Date of Award

Spring 1-1-2012

Document Type


Degree Name

Doctor of Philosophy (PhD)


Electrical, Computer & Energy Engineering

First Advisor

Albin J. Gasiewski

Second Advisor

Alexander Voronovich

Third Advisor

Edward Kuester

Fourth Advisor

Zoya Popovic

Fifth Advisor

Dejan Filipovic


A unified microwave radiative transfer (UMRT) model is developed for rapid, stable and accurate level-centric calculation of the thermal radiation emitted from any geophysical medium comprised of planar layers of either densely or tenuously distributed, moderately sized spherical scatterers. The formulation includes rapid calculation of the tangent linear relationship (i.e., Jacobian) between the observed brightness temperature and any relevant radiative and geophysical layer parameters, such as the scattering and absorption coefficients, temperature, temperature lapse rate, and medium layer thickness.
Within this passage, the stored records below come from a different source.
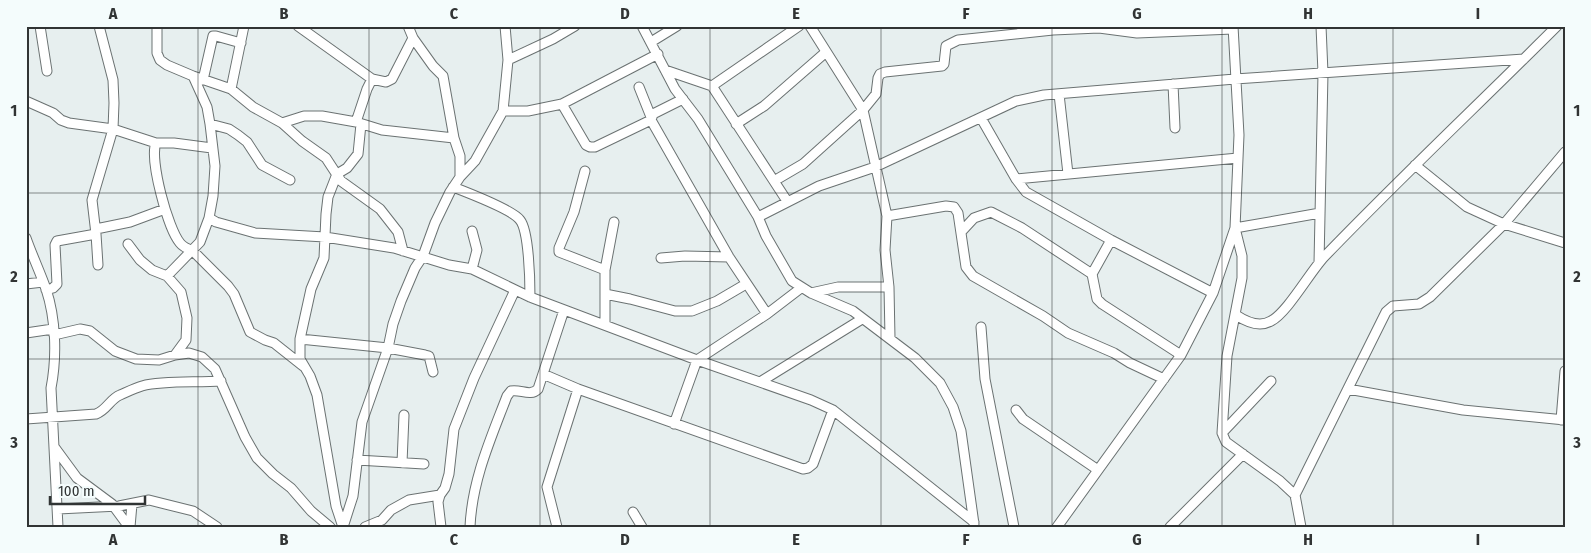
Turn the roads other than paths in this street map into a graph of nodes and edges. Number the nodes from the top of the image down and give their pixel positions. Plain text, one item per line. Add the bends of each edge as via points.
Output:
1 (40, 26) edge
2 (99, 26) edge
3 (157, 26) edge
4 (244, 26) edge
5 (298, 26) edge
6 (408, 26) edge
7 (505, 26) edge
8 (575, 26) edge
9 (642, 26) edge
10 (676, 26) edge
11 (798, 26) edge
12 (810, 26) edge
13 (1321, 26) edge
14 (1557, 26) edge
15 (1233, 28) edge
16 (412, 38) junction
17 (650, 42) junction
18 (241, 43) junction
19 (826, 52) junction
20 (658, 54) junction
21 (1524, 59) junction
22 (508, 60) junction
23 (665, 70) junction
24 (47, 71) dead end
25 (1323, 72) junction
26 (193, 76) junction
27 (372, 79) junction
28 (1236, 79) junction
29 (203, 80) junction
30 (1172, 84) junction
31 (712, 86) junction
32 (639, 87) dead end
33 (231, 90) junction
34 (1059, 94) junction
35 (683, 100) junction
36 (26, 101) edge
37 (562, 104) junction
38 (863, 110) junction
39 (504, 111) junction
40 (981, 118) junction
41 (651, 119) junction
42 (282, 123) junction
43 (359, 123) junction
44 (210, 124) junction
45 (736, 124) junction
46 (1175, 128) dead end
47 (113, 129) junction
48 (454, 138) junction
49 (156, 143) junction
50 (212, 148) junction
51 (1565, 152) edge
52 (1238, 158) junction
53 (1415, 165) junction
54 (875, 167) junction
55 (585, 171) dead end
56 (336, 174) junction
57 (1068, 174) junction
58 (460, 177) junction
59 (1016, 179) junction
60 (290, 180) dead end
61 (774, 181) junction
62 (453, 187) junction
63 (787, 201) junction
64 (165, 209) junction
65 (1320, 213) junction
66 (887, 216) junction
67 (758, 217) junction
68 (209, 218) junction
69 (614, 222) dead end
70 (1504, 224) junction
71 (1235, 228) junction
72 (96, 231) junction
73 (472, 231) dead end
74 (961, 232) junction
75 (326, 237) junction
76 (26, 238) edge
77 (1111, 240) junction
78 (1565, 243) edge
79 (128, 244) dead end
80 (28, 248) edge
81 (193, 251) junction
82 (403, 251) junction
83 (422, 256) junction
84 (729, 257) junction
85 (661, 258) dead end
86 (1319, 263) junction
87 (98, 265) dead end
88 (472, 270) junction
89 (605, 270) junction
90 (1092, 274) junction
91 (167, 276) junction
92 (26, 284) edge
93 (746, 284) junction
94 (45, 286) junction
95 (889, 286) junction
96 (801, 288) junction
97 (515, 290) junction
98 (810, 293) junction
99 (1213, 293) junction
100 (605, 294) junction
101 (530, 297) junction
102 (564, 310) junction
103 (767, 314) junction
104 (1236, 314) junction
105 (862, 318) junction
106 (605, 325) junction
107 (981, 328) dead end
108 (26, 332) edge
109 (54, 332) junction
110 (890, 338) junction
111 (300, 339) junction
112 (388, 348) junction
113 (175, 355) junction
114 (1181, 355) junction
115 (697, 360) junction
116 (303, 367) junction
117 (1565, 371) edge
118 (433, 372) dead end
119 (543, 374) junction
120 (1164, 379) junction
121 (221, 381) junction
122 (1271, 381) dead end
123 (760, 382) junction
124 (578, 389) junction
125 (1348, 390) junction
126 (833, 410) junction
127 (1016, 410) dead end
128 (404, 414) dead end
129 (52, 416) junction
130 (26, 419) edge
131 (1563, 420) edge
132 (674, 424) junction
133 (1222, 433) junction
134 (55, 448) junction
135 (1243, 454) junction
136 (357, 460) junction
137 (402, 463) junction
138 (424, 464) dead end
139 (1098, 470) junction
140 (440, 495) junction
141 (1295, 495) junction
142 (132, 504) junction
143 (115, 507) junction
144 (58, 509) junction
145 (633, 512) dead end
146 (385, 524) edge
147 (974, 525) edge
148 (58, 527) edge
149 (129, 527) edge
150 (217, 527) edge
151 (330, 527) edge
152 (343, 527) edge
153 (365, 527) edge
154 (441, 527) edge
155 (470, 527) edge
156 (557, 527) edge
157 (642, 527) edge
158 (1014, 527) edge
159 (1057, 527) edge
160 (1170, 527) edge
161 (1300, 527) edge

1 - 24 street
2 - 47 street via 113,80
3 - 26 street via 160,60
4 - 18 street
5 - 27 street
6 - 16 street
7 - 22 street
8 - 22 street
9 - 17 street
10 - 17 street
11 - 31 street
12 - 19 street
13 - 25 street
14 - 21 street
15 - 28 street
15 - 38 street via 1137,32 1099,28 1053,30 958,40 946,46 942,66 880,74 876,94
16 - 27 street via 392,80
16 - 48 street via 443,76
17 - 20 street
18 - 29 street via 213,36
18 - 33 street
19 - 38 street
19 - 45 street via 764,106
20 - 23 street
20 - 37 street
21 - 25 street
21 - 53 street
22 - 39 street
23 - 31 street
23 - 35 street
25 - 28 street
25 - 65 street
26 - 29 street
26 - 44 street via 207,107
27 - 43 street
28 - 30 street
28 - 52 street
29 - 33 street
30 - 34 street
30 - 46 street
31 - 45 street
32 - 41 street
33 - 42 street
34 - 40 street via 1016,101
34 - 57 street
35 - 41 street via 652,114
35 - 67 street
36 - 47 street via 69,123
37 - 39 street via 528,111
37 - 41 street via 590,147
38 - 54 street
38 - 61 street via 803,164
39 - 58 street via 475,161
40 - 54 street
40 - 59 street
41 - 84 street
42 - 43 street via 304,116 322,116
42 - 56 street via 326,158
43 - 48 street via 382,130
43 - 56 street via 358,154 348,168
44 - 50 street
44 - 60 street via 238,135 247,142 262,165
45 - 61 street
47 - 49 street
47 - 72 street via 92,200
48 - 58 street via 460,156
49 - 50 street
49 - 64 street via 154,154
50 - 68 street via 214,196
51 - 70 street
52 - 57 street
52 - 71 street
53 - 70 street via 1467,207
53 - 86 street
54 - 63 street
54 - 66 street
55 - 89 street via 579,198 559,252
56 - 75 street via 328,197
56 - 82 street via 390,220 398,232
57 - 59 street
58 - 62 street
59 - 77 street via 1039,201
61 - 63 street
62 - 83 street
62 - 101 street via 478,196 520,220 527,246
63 - 67 street
64 - 72 street
64 - 81 street via 174,234 180,243
65 - 71 street
65 - 86 street
66 - 74 street via 954,207
66 - 95 street
67 - 96 street via 787,273
68 - 75 street via 255,233
68 - 81 street
69 - 89 street
70 - 78 street
70 - 125 street via 1430,296 1419,304 1394,306 1386,312
71 - 99 street
71 - 104 street via 1242,256
72 - 87 street
72 - 94 street via 57,241 57,284 53,288
73 - 88 street via 477,250
74 - 90 street via 974,218 990,212 1022,228
74 - 120 street via 966,267 973,276 1068,333
75 - 82 street
75 - 111 street via 324,258 311,289
76 - 80 street
77 - 90 street
77 - 99 street
79 - 91 street via 152,270
80 - 94 street
81 - 91 street
81 - 116 street via 234,294 250,332 274,344
82 - 83 street
83 - 88 street
83 - 112 street via 392,324
84 - 85 street
84 - 93 street
86 - 104 street via 1271,322 1246,322
88 - 97 street
89 - 100 street
90 - 114 street via 1097,299 1102,304
91 - 113 street via 181,292 187,318 186,340
92 - 94 street
93 - 100 street via 692,311
93 - 103 street
94 - 109 street
95 - 98 street via 838,287
95 - 110 street
96 - 98 street
96 - 103 street
97 - 101 street
97 - 140 street via 454,429 449,474
98 - 105 street
99 - 114 street
100 - 106 street
101 - 102 street
102 - 106 street
102 - 119 street
103 - 115 street
104 - 133 street via 1227,356
105 - 110 street
105 - 123 street
106 - 115 street
107 - 158 street via 985,379
108 - 109 street
109 - 113 street via 90,331 115,351 136,359 159,360
109 - 129 street
110 - 147 street via 940,383 953,407 961,431
111 - 112 street
111 - 116 street
112 - 118 street via 429,356
112 - 136 street via 362,422
113 - 121 street via 189,353 202,358 215,369
114 - 120 street
115 - 123 street
115 - 132 street
116 - 152 street via 317,395 336,506
117 - 131 street
119 - 124 street
119 - 155 street via 534,392 511,390 508,396 480,467
120 - 139 street
121 - 129 street via 143,386 117,396 96,414
121 - 151 street via 257,458
122 - 133 street
123 - 126 street
124 - 132 street
124 - 156 street via 548,487
125 - 131 street via 1463,410
125 - 141 street
126 - 132 street via 813,464 803,469
126 - 147 street
127 - 139 street via 1023,419
128 - 137 street
129 - 130 street
129 - 134 street
133 - 135 street via 1226,442
134 - 143 street via 77,478
134 - 144 street
135 - 141 street
135 - 160 street
136 - 137 street
136 - 152 street via 353,496
137 - 138 street
139 - 159 street
140 - 146 street via 409,500 391,510
140 - 154 street
141 - 161 street
142 - 143 street
142 - 149 street
142 - 150 street via 149,500 193,511
143 - 144 street
143 - 149 street
144 - 148 street
145 - 157 street
146 - 153 street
UMRT employs a rapid multistream scattering-based discrete ordinate eigenanalysis solution with a layer-adding algorithm stabilized by incorporating symmetrization of the discretized differential radiative transfer equations and analytical diagonalization and factorization of the resulting symmetric and positive definite matrices. It is based on the discrete ordinate tangent linear radiative transfer model of Voronovich et al. (2004), but extended to include both Mie and dense media scattering theories and employ refractive layers.
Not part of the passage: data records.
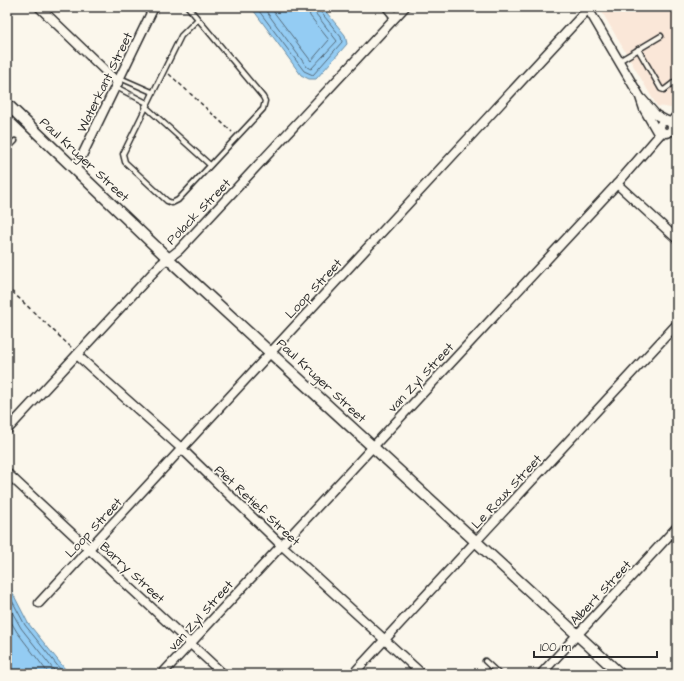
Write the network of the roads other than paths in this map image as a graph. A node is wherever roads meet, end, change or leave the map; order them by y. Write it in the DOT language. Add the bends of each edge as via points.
graph roads {
  1 [pos="39,7"];
  2 [pos="154,7"];
  3 [pos="188,7"];
  4 [pos="387,7"];
  5 [pos="405,7"];
  6 [pos="588,8"];
  7 [pos="47,10"];
  8 [pos="395,17"];
  9 [pos="198,19"];
  10 [pos="661,36"];
  11 [pos="638,49"];
  12 [pos="619,60"];
  13 [pos="677,80"];
  14 [pos="118,82"];
  15 [pos="152,92"];
  16 [pos="640,97"];
  17 [pos="7,104"];
  18 [pos="146,104"];
  19 [pos="677,115"];
  20 [pos="671,127"];
  21 [pos="660,133"];
  22 [pos="15,140"];
  23 [pos="7,149"];
  24 [pos="210,165"];
  25 [pos="76,168"];
  26 [pos="618,184"];
  27 [pos="677,239"];
  28 [pos="169,258"];
  29 [pos="677,324"];
  30 [pos="271,351"];
  31 [pos="78,354"];
  32 [pos="7,430"];
  33 [pos="373,445"];
  34 [pos="181,448"];
  35 [pos="7,473"];
  36 [pos="677,527"];
  37 [pos="476,541"];
  38 [pos="281,544"];
  39 [pos="89,548"];
  40 [pos="39,603"];
  41 [pos="578,634"];
  42 [pos="385,640"];
  43 [pos="190,644"];
  44 [pos="485,661"];
  45 [pos="162,674"];
  46 [pos="223,674"];
  47 [pos="353,674"];
  48 [pos="422,674"];
  49 [pos="499,674"];
  50 [pos="541,674"];
  51 [pos="620,674"];
  1 -- 7 [label="street"];
  2 -- 14 [label="street, Waterkant Street"];
  3 -- 9 [label="lane"];
  4 -- 8 [label="street"];
  5 -- 8 [label="street, Polack Street"];
  6 -- 12 [label="street"];
  6 -- 30 [label="street, Loop Street"];
  7 -- 14 [label="street"];
  8 -- 28 [label="street, Polack Street"];
  9 -- 15 [label="lane" via="180,36"];
  9 -- 24 [label="lane" via="265,101 263,109"];
  10 -- 11 [label="lane"];
  11 -- 12 [label="lane"];
  11 -- 13 [label="lane" via="661,89 664,90"];
  12 -- 16 [label="street"];
  14 -- 15 [label="lane"];
  18 -- 14 [label="lane, one-way"];
  14 -- 25 [label="street, Waterkant Street"];
  15 -- 18 [label="lane"];
  16 -- 20 [label="street"];
  16 -- 21 [label="street" via="644,109"];
  17 -- 25 [label="street, Paul Kruger Street"];
  18 -- 24 [label="lane"];
  18 -- 24 [label="lane" via="122,157 125,162 170,202 178,200"];
  19 -- 20 [label="street"];
  20 -- 21 [label="street" via="666,134"];
  21 -- 26 [label="street, van Zyl Street"];
  22 -- 23 [label="lane"];
  25 -- 28 [label="street, Paul Kruger Street"];
  26 -- 27 [label="street"];
  26 -- 33 [label="street, van Zyl Street"];
  28 -- 30 [label="street, Paul Kruger Street"];
  28 -- 31 [label="street, Polack Street"];
  29 -- 37 [label="street, Le Roux Street"];
  30 -- 33 [label="street, Paul Kruger Street"];
  30 -- 34 [label="street, Loop Street"];
  31 -- 32 [label="street, Polack Street"];
  31 -- 34 [label="street, Piet Retief Street"];
  33 -- 37 [label="street, Paul Kruger Street"];
  33 -- 38 [label="street, van Zyl Street"];
  34 -- 38 [label="street, Piet Retief Street"];
  34 -- 39 [label="street, Loop Street"];
  35 -- 39 [label="street, Barry Street"];
  36 -- 41 [label="street, Albert Street"];
  37 -- 41 [label="street, Paul Kruger Street"];
  37 -- 42 [label="street, Le Roux Street"];
  38 -- 42 [label="street, Piet Retief Street"];
  38 -- 43 [label="street, van Zyl Street"];
  39 -- 40 [label="street, Loop Street"];
  39 -- 43 [label="street, Barry Street"];
  41 -- 50 [label="street, Albert Street"];
  41 -- 51 [label="street, Paul Kruger Street"];
  42 -- 47 [label="street, Le Roux Street"];
  42 -- 48 [label="street, Piet Retief Street"];
  43 -- 45 [label="street, van Zyl Street"];
  43 -- 46 [label="street, Barry Street"];
  44 -- 49 [label="lane"];
}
Other nontrivial extensions are: 1) exact modeling of linearized temperature profiles and resulting radiation streams across medium layers, 2) compensation for refracted radiation streams using Snell's law, the Fresnel reflectivity and transmissivity coefficients, and a cubic spline interpolation matrix, and 3) seamless calculation of associated Jacobians for both sparse and dense medium parameters.

Details of the UMRT Jacobian formulation are presented. The entire formulation has been programmed in Matlab and validated through both energy conservation and numerical Jacobian intercomparisons. Comparisons of the upwelling brightness temperatures over dry snow and ice from simulations and field measurements are presented and discussed.